[Task goal]: What is the number of lines in the data below that hold the word "name"? Give nothing beyond that number.

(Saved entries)
....

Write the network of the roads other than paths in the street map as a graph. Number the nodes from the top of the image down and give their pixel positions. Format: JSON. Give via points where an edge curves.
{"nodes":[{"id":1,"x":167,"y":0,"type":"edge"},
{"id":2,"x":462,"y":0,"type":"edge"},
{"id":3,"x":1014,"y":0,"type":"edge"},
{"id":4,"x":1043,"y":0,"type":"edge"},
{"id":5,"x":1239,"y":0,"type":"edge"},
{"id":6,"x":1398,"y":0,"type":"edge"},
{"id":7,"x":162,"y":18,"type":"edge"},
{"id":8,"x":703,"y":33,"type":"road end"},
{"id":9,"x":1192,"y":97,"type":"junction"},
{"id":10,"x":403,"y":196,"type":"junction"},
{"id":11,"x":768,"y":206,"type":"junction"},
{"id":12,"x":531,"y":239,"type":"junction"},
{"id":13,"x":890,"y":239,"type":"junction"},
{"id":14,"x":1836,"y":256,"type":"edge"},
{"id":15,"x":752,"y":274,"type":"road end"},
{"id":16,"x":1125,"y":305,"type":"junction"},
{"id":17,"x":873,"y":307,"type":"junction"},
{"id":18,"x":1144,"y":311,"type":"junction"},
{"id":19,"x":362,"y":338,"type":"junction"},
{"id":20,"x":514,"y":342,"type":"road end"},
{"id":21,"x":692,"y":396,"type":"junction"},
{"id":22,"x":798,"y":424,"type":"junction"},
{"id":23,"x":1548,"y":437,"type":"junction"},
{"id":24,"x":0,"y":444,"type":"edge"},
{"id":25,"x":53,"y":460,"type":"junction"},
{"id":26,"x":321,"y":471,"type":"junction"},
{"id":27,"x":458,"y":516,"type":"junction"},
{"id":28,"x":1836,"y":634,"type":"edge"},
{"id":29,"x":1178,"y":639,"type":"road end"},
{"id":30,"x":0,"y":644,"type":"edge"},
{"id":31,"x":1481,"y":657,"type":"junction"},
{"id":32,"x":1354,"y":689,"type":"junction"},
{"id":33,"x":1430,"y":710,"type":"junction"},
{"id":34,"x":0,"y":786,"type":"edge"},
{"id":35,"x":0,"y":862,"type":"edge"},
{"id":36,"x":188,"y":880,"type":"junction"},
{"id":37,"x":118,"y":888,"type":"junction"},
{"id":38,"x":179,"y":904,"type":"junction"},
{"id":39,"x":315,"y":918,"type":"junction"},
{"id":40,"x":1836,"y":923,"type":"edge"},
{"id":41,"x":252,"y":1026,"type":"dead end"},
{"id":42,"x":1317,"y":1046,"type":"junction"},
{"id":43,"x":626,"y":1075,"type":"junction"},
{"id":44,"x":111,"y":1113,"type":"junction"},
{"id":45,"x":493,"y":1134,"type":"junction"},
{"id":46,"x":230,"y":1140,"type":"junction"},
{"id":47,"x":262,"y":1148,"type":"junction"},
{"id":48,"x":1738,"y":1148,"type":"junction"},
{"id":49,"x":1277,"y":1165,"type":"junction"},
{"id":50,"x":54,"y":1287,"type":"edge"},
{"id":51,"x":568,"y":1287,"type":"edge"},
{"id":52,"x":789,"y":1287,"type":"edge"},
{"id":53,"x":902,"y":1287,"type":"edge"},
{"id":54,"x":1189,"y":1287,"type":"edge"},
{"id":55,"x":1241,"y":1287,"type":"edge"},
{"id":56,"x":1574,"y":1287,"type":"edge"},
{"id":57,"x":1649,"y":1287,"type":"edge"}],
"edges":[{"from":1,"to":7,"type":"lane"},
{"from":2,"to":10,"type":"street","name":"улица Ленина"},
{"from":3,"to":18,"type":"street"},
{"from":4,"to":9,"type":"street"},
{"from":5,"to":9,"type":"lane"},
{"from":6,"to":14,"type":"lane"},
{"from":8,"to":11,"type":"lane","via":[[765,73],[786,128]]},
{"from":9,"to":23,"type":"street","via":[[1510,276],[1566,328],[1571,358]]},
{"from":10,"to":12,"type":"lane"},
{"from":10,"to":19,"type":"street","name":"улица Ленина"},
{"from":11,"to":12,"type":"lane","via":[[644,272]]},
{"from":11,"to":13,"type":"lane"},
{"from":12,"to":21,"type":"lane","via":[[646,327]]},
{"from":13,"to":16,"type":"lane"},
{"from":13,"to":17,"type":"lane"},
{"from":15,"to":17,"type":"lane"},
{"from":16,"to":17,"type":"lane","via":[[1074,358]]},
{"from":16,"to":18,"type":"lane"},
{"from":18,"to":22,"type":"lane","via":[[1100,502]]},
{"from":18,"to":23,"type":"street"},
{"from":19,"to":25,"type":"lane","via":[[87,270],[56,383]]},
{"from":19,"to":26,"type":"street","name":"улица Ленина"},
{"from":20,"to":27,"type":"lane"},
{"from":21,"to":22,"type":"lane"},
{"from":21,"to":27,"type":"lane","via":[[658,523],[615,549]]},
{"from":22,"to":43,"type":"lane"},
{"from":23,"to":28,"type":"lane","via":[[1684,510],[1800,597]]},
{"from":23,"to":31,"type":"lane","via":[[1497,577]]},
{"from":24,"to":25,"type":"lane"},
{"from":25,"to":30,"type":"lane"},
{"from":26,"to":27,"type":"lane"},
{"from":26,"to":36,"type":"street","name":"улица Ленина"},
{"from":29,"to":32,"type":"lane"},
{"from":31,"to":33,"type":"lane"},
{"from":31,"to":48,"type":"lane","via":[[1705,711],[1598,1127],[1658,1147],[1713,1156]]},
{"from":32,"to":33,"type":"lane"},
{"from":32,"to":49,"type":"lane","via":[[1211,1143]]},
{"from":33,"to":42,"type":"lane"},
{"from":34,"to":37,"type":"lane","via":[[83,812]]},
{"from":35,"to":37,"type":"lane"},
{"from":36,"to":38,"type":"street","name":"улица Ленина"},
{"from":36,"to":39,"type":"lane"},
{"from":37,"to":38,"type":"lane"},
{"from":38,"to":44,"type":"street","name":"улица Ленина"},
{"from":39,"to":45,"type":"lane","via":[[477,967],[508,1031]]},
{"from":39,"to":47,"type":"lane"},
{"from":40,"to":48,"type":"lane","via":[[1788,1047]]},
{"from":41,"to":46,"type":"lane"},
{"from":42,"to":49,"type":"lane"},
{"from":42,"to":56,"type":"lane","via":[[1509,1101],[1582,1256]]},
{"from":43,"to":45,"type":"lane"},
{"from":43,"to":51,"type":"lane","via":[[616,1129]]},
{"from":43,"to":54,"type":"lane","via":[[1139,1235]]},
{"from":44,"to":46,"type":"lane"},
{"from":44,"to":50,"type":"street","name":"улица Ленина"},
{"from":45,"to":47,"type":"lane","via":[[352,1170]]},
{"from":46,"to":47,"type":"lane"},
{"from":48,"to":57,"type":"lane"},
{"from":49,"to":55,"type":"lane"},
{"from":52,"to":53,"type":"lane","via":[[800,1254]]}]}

....

[Expected answer]: 7